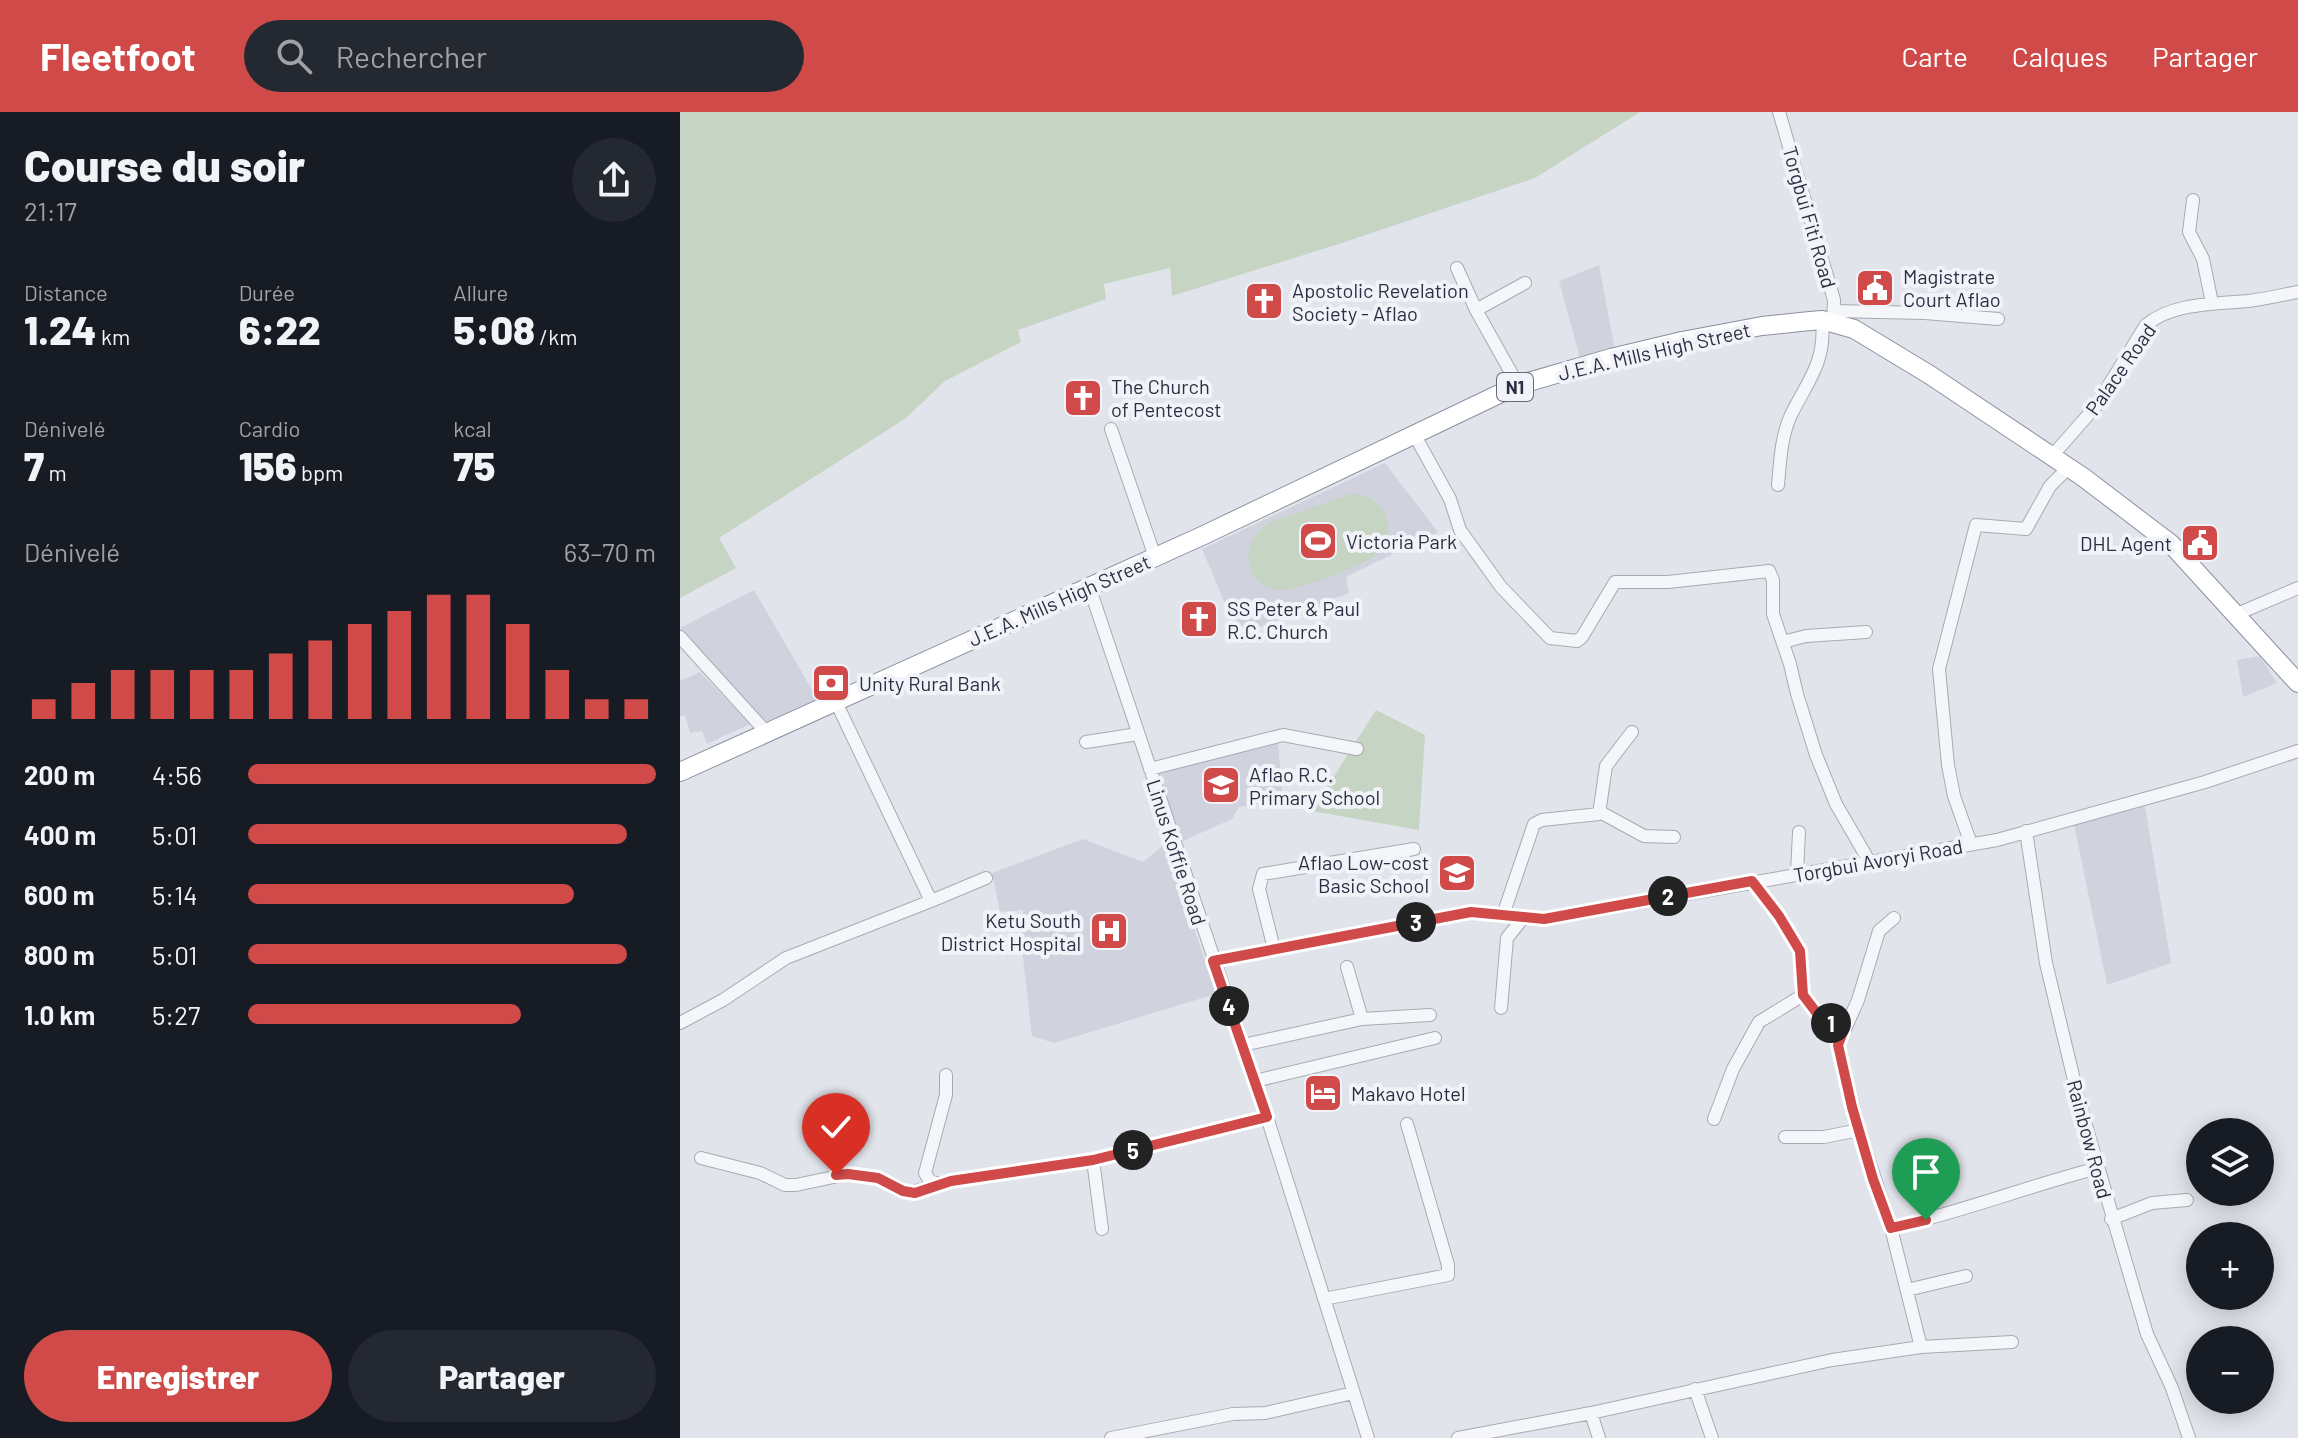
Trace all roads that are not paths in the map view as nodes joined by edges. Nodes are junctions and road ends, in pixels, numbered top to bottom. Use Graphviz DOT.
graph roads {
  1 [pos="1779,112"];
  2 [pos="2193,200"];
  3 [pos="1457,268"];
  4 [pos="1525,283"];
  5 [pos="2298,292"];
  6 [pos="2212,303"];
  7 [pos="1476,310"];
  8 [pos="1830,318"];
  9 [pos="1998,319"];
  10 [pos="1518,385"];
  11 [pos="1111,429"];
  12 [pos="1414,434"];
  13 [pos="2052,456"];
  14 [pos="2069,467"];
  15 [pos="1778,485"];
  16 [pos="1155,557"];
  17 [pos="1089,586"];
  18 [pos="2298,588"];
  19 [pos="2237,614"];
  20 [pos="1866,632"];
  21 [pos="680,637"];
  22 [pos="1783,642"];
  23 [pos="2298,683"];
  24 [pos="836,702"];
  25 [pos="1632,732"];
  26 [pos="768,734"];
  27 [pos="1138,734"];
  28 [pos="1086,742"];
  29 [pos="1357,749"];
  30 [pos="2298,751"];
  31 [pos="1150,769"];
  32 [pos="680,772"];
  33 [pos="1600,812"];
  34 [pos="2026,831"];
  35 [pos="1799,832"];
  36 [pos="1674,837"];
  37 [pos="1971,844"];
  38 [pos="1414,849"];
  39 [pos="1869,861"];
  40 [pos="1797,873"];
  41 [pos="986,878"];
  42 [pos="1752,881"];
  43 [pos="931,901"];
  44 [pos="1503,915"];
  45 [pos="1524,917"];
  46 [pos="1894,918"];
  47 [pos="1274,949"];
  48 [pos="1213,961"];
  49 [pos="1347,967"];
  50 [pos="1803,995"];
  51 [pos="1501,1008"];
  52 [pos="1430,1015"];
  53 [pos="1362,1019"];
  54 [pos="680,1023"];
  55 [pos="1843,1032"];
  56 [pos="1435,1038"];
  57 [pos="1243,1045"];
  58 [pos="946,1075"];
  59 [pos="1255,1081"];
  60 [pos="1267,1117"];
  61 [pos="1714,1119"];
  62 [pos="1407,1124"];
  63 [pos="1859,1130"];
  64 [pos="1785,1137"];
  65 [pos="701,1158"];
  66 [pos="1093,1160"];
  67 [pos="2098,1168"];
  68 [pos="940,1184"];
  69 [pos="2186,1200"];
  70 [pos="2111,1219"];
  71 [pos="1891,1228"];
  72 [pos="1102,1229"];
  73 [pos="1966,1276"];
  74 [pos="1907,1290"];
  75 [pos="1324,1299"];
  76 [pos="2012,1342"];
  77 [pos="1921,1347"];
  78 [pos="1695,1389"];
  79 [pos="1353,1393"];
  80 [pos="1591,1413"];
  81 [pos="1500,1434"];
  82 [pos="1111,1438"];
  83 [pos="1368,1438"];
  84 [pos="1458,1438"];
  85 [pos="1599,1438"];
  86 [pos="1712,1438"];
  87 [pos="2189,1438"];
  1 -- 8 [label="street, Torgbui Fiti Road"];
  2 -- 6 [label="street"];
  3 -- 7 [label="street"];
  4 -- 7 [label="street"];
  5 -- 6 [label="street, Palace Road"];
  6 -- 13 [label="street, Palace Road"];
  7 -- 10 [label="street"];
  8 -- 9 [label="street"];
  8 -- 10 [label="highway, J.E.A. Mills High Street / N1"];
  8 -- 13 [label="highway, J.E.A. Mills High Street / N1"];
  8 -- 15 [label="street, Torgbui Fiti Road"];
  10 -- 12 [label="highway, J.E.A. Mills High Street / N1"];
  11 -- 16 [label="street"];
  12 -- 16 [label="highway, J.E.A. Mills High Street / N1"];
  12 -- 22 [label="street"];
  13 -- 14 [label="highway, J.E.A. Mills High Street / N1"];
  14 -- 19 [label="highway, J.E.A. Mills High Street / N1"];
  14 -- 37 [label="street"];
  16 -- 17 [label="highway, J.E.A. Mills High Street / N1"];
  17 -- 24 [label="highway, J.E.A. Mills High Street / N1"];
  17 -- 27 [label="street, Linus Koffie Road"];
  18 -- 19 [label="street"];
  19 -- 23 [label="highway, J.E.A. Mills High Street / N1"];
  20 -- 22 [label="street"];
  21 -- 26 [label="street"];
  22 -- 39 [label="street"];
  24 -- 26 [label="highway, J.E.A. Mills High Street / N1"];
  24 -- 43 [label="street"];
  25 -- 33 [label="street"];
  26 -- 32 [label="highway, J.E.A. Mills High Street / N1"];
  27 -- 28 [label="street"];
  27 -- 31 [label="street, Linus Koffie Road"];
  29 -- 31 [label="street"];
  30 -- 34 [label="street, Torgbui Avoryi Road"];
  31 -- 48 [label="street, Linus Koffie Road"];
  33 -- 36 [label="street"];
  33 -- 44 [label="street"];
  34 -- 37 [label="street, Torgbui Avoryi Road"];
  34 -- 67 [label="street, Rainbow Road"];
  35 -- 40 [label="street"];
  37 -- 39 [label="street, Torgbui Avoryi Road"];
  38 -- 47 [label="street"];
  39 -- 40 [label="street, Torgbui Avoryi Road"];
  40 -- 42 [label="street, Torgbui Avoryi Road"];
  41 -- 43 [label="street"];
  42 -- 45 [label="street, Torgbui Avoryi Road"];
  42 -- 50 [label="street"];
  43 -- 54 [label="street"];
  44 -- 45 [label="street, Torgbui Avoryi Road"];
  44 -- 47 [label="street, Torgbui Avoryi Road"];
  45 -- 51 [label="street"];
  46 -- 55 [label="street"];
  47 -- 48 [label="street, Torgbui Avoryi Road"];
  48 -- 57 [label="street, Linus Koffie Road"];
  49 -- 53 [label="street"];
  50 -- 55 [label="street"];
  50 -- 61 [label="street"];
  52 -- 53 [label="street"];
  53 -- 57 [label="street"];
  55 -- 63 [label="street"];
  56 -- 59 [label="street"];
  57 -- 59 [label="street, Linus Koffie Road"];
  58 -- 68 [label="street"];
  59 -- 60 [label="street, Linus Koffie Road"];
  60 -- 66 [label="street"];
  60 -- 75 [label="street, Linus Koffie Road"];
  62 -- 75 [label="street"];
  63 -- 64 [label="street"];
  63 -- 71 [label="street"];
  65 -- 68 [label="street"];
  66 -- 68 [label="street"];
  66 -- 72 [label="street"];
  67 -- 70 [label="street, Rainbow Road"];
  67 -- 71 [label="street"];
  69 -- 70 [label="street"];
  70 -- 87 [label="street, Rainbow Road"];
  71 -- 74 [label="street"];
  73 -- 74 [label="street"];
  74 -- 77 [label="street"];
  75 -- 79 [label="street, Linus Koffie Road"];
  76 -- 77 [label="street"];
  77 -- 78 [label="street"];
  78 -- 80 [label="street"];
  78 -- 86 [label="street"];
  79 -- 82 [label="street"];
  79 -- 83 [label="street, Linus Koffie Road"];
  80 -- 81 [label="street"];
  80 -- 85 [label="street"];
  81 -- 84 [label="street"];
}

--- EXERCISE GOAL ---
Pictures stay out; reproduce every line of the records exactly.

--- RESULT FOR THIS TASK ---
Trace all roads that are not paths in the map view as nodes joined by edges. Nodes are junctions and road ends, in pixels, numbered top to bottom. Use Graphviz DOT.
graph roads {
  1 [pos="1779,112"];
  2 [pos="2193,200"];
  3 [pos="1457,268"];
  4 [pos="1525,283"];
  5 [pos="2298,292"];
  6 [pos="2212,303"];
  7 [pos="1476,310"];
  8 [pos="1830,318"];
  9 [pos="1998,319"];
  10 [pos="1518,385"];
  11 [pos="1111,429"];
  12 [pos="1414,434"];
  13 [pos="2052,456"];
  14 [pos="2069,467"];
  15 [pos="1778,485"];
  16 [pos="1155,557"];
  17 [pos="1089,586"];
  18 [pos="2298,588"];
  19 [pos="2237,614"];
  20 [pos="1866,632"];
  21 [pos="680,637"];
  22 [pos="1783,642"];
  23 [pos="2298,683"];
  24 [pos="836,702"];
  25 [pos="1632,732"];
  26 [pos="768,734"];
  27 [pos="1138,734"];
  28 [pos="1086,742"];
  29 [pos="1357,749"];
  30 [pos="2298,751"];
  31 [pos="1150,769"];
  32 [pos="680,772"];
  33 [pos="1600,812"];
  34 [pos="2026,831"];
  35 [pos="1799,832"];
  36 [pos="1674,837"];
  37 [pos="1971,844"];
  38 [pos="1414,849"];
  39 [pos="1869,861"];
  40 [pos="1797,873"];
  41 [pos="986,878"];
  42 [pos="1752,881"];
  43 [pos="931,901"];
  44 [pos="1503,915"];
  45 [pos="1524,917"];
  46 [pos="1894,918"];
  47 [pos="1274,949"];
  48 [pos="1213,961"];
  49 [pos="1347,967"];
  50 [pos="1803,995"];
  51 [pos="1501,1008"];
  52 [pos="1430,1015"];
  53 [pos="1362,1019"];
  54 [pos="680,1023"];
  55 [pos="1843,1032"];
  56 [pos="1435,1038"];
  57 [pos="1243,1045"];
  58 [pos="946,1075"];
  59 [pos="1255,1081"];
  60 [pos="1267,1117"];
  61 [pos="1714,1119"];
  62 [pos="1407,1124"];
  63 [pos="1859,1130"];
  64 [pos="1785,1137"];
  65 [pos="701,1158"];
  66 [pos="1093,1160"];
  67 [pos="2098,1168"];
  68 [pos="940,1184"];
  69 [pos="2186,1200"];
  70 [pos="2111,1219"];
  71 [pos="1891,1228"];
  72 [pos="1102,1229"];
  73 [pos="1966,1276"];
  74 [pos="1907,1290"];
  75 [pos="1324,1299"];
  76 [pos="2012,1342"];
  77 [pos="1921,1347"];
  78 [pos="1695,1389"];
  79 [pos="1353,1393"];
  80 [pos="1591,1413"];
  81 [pos="1500,1434"];
  82 [pos="1111,1438"];
  83 [pos="1368,1438"];
  84 [pos="1458,1438"];
  85 [pos="1599,1438"];
  86 [pos="1712,1438"];
  87 [pos="2189,1438"];
  1 -- 8 [label="street, Torgbui Fiti Road"];
  2 -- 6 [label="street"];
  3 -- 7 [label="street"];
  4 -- 7 [label="street"];
  5 -- 6 [label="street, Palace Road"];
  6 -- 13 [label="street, Palace Road"];
  7 -- 10 [label="street"];
  8 -- 9 [label="street"];
  8 -- 10 [label="highway, J.E.A. Mills High Street / N1"];
  8 -- 13 [label="highway, J.E.A. Mills High Street / N1"];
  8 -- 15 [label="street, Torgbui Fiti Road"];
  10 -- 12 [label="highway, J.E.A. Mills High Street / N1"];
  11 -- 16 [label="street"];
  12 -- 16 [label="highway, J.E.A. Mills High Street / N1"];
  12 -- 22 [label="street"];
  13 -- 14 [label="highway, J.E.A. Mills High Street / N1"];
  14 -- 19 [label="highway, J.E.A. Mills High Street / N1"];
  14 -- 37 [label="street"];
  16 -- 17 [label="highway, J.E.A. Mills High Street / N1"];
  17 -- 24 [label="highway, J.E.A. Mills High Street / N1"];
  17 -- 27 [label="street, Linus Koffie Road"];
  18 -- 19 [label="street"];
  19 -- 23 [label="highway, J.E.A. Mills High Street / N1"];
  20 -- 22 [label="street"];
  21 -- 26 [label="street"];
  22 -- 39 [label="street"];
  24 -- 26 [label="highway, J.E.A. Mills High Street / N1"];
  24 -- 43 [label="street"];
  25 -- 33 [label="street"];
  26 -- 32 [label="highway, J.E.A. Mills High Street / N1"];
  27 -- 28 [label="street"];
  27 -- 31 [label="street, Linus Koffie Road"];
  29 -- 31 [label="street"];
  30 -- 34 [label="street, Torgbui Avoryi Road"];
  31 -- 48 [label="street, Linus Koffie Road"];
  33 -- 36 [label="street"];
  33 -- 44 [label="street"];
  34 -- 37 [label="street, Torgbui Avoryi Road"];
  34 -- 67 [label="street, Rainbow Road"];
  35 -- 40 [label="street"];
  37 -- 39 [label="street, Torgbui Avoryi Road"];
  38 -- 47 [label="street"];
  39 -- 40 [label="street, Torgbui Avoryi Road"];
  40 -- 42 [label="street, Torgbui Avoryi Road"];
  41 -- 43 [label="street"];
  42 -- 45 [label="street, Torgbui Avoryi Road"];
  42 -- 50 [label="street"];
  43 -- 54 [label="street"];
  44 -- 45 [label="street, Torgbui Avoryi Road"];
  44 -- 47 [label="street, Torgbui Avoryi Road"];
  45 -- 51 [label="street"];
  46 -- 55 [label="street"];
  47 -- 48 [label="street, Torgbui Avoryi Road"];
  48 -- 57 [label="street, Linus Koffie Road"];
  49 -- 53 [label="street"];
  50 -- 55 [label="street"];
  50 -- 61 [label="street"];
  52 -- 53 [label="street"];
  53 -- 57 [label="street"];
  55 -- 63 [label="street"];
  56 -- 59 [label="street"];
  57 -- 59 [label="street, Linus Koffie Road"];
  58 -- 68 [label="street"];
  59 -- 60 [label="street, Linus Koffie Road"];
  60 -- 66 [label="street"];
  60 -- 75 [label="street, Linus Koffie Road"];
  62 -- 75 [label="street"];
  63 -- 64 [label="street"];
  63 -- 71 [label="street"];
  65 -- 68 [label="street"];
  66 -- 68 [label="street"];
  66 -- 72 [label="street"];
  67 -- 70 [label="street, Rainbow Road"];
  67 -- 71 [label="street"];
  69 -- 70 [label="street"];
  70 -- 87 [label="street, Rainbow Road"];
  71 -- 74 [label="street"];
  73 -- 74 [label="street"];
  74 -- 77 [label="street"];
  75 -- 79 [label="street, Linus Koffie Road"];
  76 -- 77 [label="street"];
  77 -- 78 [label="street"];
  78 -- 80 [label="street"];
  78 -- 86 [label="street"];
  79 -- 82 [label="street"];
  79 -- 83 [label="street, Linus Koffie Road"];
  80 -- 81 [label="street"];
  80 -- 85 [label="street"];
  81 -- 84 [label="street"];
}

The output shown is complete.